Cell Groups grid toolbar:
| Action | Behavior |
|---|---|
| Create Cell Group | Opens the cell group form in create mode. |
| Edit | Opens the form for the selected cell group. |
| Retire | Marks the cell group inactive. Blocked if an active storage area currently references this cell group. |
| Show All (incl. Inactive) / Show Active Only | Toggles visibility of inactive cell groups. |
Cell group form fields:
| Field | Required | Notes |
|---|---|---|
| Name | ✅ | Human-readable label. |
| Slug | ✅ | Uppercase letters, digits, and hyphens only. Drives the CELLS-{slug} storage area ID. Must be unique. |
| Description | Optional. | |
| Notes | Optional internal notes. |
Cell Group Mappings grid:
Selecting a cell group row filters the Mappings grid to that group's rows. Each mapping covers one bank/range.
| Action | Behavior |
|---|---|
| Add Mapping | Opens the mapping form. Select a bank and enter column/row ranges. |
| Retire | Removes the mapping row from the active set. |
Mapping form fields: Bank (autocomplete from ERP racking banks), Col From, Col To, Row From (optional), Row To (optional), Notes (optional).

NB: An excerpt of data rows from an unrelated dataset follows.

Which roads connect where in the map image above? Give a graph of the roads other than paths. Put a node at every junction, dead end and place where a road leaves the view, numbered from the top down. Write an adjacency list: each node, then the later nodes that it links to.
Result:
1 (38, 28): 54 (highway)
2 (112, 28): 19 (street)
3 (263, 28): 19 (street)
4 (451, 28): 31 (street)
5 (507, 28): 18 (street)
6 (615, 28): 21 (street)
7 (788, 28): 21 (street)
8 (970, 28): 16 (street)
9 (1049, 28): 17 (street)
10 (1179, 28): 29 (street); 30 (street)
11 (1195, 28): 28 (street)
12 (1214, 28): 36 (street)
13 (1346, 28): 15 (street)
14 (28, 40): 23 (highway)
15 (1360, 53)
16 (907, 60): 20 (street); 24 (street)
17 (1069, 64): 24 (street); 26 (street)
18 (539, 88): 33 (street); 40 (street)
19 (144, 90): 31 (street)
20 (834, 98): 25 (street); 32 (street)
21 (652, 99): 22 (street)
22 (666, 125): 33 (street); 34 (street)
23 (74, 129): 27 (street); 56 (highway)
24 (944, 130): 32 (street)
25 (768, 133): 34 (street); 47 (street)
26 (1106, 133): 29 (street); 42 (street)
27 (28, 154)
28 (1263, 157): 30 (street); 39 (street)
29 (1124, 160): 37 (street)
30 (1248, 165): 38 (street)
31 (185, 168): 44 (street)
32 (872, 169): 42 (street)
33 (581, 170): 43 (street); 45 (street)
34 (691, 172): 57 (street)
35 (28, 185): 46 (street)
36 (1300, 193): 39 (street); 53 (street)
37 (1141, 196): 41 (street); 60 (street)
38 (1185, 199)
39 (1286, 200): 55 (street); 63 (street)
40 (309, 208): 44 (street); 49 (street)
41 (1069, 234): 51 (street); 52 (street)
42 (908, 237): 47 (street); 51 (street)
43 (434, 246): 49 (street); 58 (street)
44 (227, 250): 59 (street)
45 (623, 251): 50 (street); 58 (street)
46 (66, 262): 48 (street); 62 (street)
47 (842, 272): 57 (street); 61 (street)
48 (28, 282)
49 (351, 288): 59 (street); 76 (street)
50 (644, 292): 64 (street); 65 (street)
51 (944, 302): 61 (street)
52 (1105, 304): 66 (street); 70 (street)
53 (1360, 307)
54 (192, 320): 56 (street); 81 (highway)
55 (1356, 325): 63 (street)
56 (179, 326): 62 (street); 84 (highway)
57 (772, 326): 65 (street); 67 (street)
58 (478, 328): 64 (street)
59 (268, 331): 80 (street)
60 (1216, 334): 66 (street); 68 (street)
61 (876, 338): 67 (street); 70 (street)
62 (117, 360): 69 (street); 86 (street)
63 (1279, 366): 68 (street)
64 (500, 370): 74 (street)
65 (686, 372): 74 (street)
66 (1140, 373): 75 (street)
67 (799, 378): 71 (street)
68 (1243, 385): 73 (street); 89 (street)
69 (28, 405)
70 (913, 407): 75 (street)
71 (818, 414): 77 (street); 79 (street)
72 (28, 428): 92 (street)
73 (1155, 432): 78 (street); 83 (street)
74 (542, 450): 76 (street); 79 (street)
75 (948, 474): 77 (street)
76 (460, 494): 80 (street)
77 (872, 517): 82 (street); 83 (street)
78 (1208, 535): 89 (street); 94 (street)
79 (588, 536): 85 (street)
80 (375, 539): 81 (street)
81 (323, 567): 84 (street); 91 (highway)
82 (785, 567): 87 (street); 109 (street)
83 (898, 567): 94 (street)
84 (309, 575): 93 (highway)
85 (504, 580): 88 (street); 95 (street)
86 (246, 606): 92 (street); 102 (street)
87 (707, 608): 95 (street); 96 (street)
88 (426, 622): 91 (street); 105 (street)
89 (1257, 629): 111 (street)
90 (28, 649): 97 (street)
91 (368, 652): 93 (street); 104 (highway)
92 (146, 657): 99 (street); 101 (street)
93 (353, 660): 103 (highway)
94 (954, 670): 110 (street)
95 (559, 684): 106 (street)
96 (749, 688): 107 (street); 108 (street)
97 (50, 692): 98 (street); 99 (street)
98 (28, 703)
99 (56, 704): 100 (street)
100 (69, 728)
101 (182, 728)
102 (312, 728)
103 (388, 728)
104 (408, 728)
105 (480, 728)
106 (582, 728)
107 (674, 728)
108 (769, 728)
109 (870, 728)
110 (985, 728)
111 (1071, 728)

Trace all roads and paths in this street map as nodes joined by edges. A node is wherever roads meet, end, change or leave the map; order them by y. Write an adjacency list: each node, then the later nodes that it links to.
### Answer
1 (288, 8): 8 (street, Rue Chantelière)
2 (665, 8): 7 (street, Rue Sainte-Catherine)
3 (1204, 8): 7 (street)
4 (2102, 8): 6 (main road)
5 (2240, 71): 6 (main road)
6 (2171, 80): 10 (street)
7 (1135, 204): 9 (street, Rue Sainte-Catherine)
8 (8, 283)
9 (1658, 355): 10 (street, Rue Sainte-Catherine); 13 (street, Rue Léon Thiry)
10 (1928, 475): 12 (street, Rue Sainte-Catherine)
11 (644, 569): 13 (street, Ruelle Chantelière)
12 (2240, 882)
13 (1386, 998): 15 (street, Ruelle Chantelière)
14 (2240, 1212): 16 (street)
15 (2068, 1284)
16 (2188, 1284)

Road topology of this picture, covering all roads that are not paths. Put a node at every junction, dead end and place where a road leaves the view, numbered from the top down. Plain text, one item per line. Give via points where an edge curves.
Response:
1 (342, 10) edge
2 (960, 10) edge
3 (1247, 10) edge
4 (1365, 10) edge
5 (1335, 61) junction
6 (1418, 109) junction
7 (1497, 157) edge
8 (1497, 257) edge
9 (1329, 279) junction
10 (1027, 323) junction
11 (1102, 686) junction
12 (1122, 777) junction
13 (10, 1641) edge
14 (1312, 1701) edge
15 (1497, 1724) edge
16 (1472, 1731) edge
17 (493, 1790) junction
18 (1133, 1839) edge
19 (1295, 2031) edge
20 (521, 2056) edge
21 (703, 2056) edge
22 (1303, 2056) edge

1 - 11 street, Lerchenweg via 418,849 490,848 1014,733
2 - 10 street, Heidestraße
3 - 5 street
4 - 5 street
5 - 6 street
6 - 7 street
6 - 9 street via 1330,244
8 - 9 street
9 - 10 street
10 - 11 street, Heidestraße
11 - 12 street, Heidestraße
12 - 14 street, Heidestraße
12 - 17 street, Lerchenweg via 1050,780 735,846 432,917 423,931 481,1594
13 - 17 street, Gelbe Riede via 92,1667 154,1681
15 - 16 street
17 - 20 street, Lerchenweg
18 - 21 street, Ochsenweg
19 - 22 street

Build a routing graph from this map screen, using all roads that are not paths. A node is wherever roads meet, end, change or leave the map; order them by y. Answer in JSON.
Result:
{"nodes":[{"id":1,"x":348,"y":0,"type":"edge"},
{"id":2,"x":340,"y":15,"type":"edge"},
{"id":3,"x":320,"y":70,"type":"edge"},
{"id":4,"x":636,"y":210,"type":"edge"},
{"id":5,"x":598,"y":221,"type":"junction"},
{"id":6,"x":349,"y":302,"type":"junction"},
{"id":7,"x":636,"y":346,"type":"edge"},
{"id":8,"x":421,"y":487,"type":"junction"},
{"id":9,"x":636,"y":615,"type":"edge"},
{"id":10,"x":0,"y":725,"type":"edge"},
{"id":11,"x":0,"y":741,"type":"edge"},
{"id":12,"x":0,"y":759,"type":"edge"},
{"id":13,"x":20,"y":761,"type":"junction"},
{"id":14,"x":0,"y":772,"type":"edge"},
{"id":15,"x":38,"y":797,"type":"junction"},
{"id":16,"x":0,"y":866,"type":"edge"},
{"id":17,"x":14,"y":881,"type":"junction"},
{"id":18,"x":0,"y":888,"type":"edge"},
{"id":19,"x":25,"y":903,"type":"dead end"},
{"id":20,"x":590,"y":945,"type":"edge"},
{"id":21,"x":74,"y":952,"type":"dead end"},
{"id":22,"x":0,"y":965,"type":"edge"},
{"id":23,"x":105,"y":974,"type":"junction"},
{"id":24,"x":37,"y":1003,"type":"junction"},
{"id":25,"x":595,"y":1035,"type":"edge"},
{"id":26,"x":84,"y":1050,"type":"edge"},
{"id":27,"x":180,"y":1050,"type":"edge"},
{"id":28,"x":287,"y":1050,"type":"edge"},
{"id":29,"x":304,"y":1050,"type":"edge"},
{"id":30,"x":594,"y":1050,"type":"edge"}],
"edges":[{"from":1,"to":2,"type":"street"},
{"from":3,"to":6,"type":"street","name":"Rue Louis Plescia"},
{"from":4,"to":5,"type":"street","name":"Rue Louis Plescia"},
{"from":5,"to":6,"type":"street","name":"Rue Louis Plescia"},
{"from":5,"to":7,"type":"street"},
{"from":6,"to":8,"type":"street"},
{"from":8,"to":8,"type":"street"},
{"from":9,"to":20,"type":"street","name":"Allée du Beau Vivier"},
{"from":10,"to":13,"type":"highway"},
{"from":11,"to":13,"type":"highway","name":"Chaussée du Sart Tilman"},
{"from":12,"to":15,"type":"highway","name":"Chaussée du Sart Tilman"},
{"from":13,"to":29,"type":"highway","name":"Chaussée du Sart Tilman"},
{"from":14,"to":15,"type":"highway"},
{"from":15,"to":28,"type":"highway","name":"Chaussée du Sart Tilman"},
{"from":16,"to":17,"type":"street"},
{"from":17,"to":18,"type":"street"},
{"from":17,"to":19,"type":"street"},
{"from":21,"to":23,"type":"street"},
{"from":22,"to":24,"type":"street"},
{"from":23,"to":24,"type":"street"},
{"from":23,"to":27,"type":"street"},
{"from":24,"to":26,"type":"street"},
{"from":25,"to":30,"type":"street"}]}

6. Phase 1 Scope: What's Used and What's Not
| Feature | Phase 1 Status | Notes |
|---|---|---|
| Storage area create / edit / retire | ✅ Used | Full CRUD via Inventory Manager Setup tab. |
| All three ERP Types (Location, Cell Group, Placeholder) | ✅ Used | All supported. |
| Cell group create / edit / retire | ✅ Used | Managed in Setup Tools. |
| Cell group bank/column/row mappings | ✅ Used | Add / retire mapping rows per cell group. |
| Validate / Readiness check | ✅ Used | Four-counter check plus row-level issue list. |
| Preview Ensure Item Storage | ✅ Used | Pre-export coverage check. |
| ERP location editor (create/edit ERP locations) | ❌ Deferred | Locations are read-only lookup targets in Phase 1. |
| Racking cell / cell range preview | ❌ Deferred | Phase 2 Setup Tools expansion. |
| Legacy Material setup functions | ❌ Deferred | Ported from Tcl in a later phase. |
| PT write-back (PT → ERP storage area changes) | ❌ Not in scope | ERP is authoritative; PT is a read-only consumer for Phase 1. |
7. Summary: The Minimum You Need Before Items Can Export
Before PlanetTogether can successfully import item and inventory data, the following must be true:
- ✅ Every active warehouse has at least one default placeholder storage area.
- ✅ Every active storage area of type
Locationlinks to a currently active ERP material location. - ✅ Every active storage area of type
Cell Grouplinks to a currently active cell group with at least one mapping row. - ✅ Every item/warehouse pair that will be exported has at least one
ItemStoragerow — confirm with Preview Ensure Item Storage before running the export. - ✅ Validate / Readiness shows zero issues in all four counters.
Missing any of these will cause PT to reject the affected items and all dependent sales orders, work orders, and job materials during import.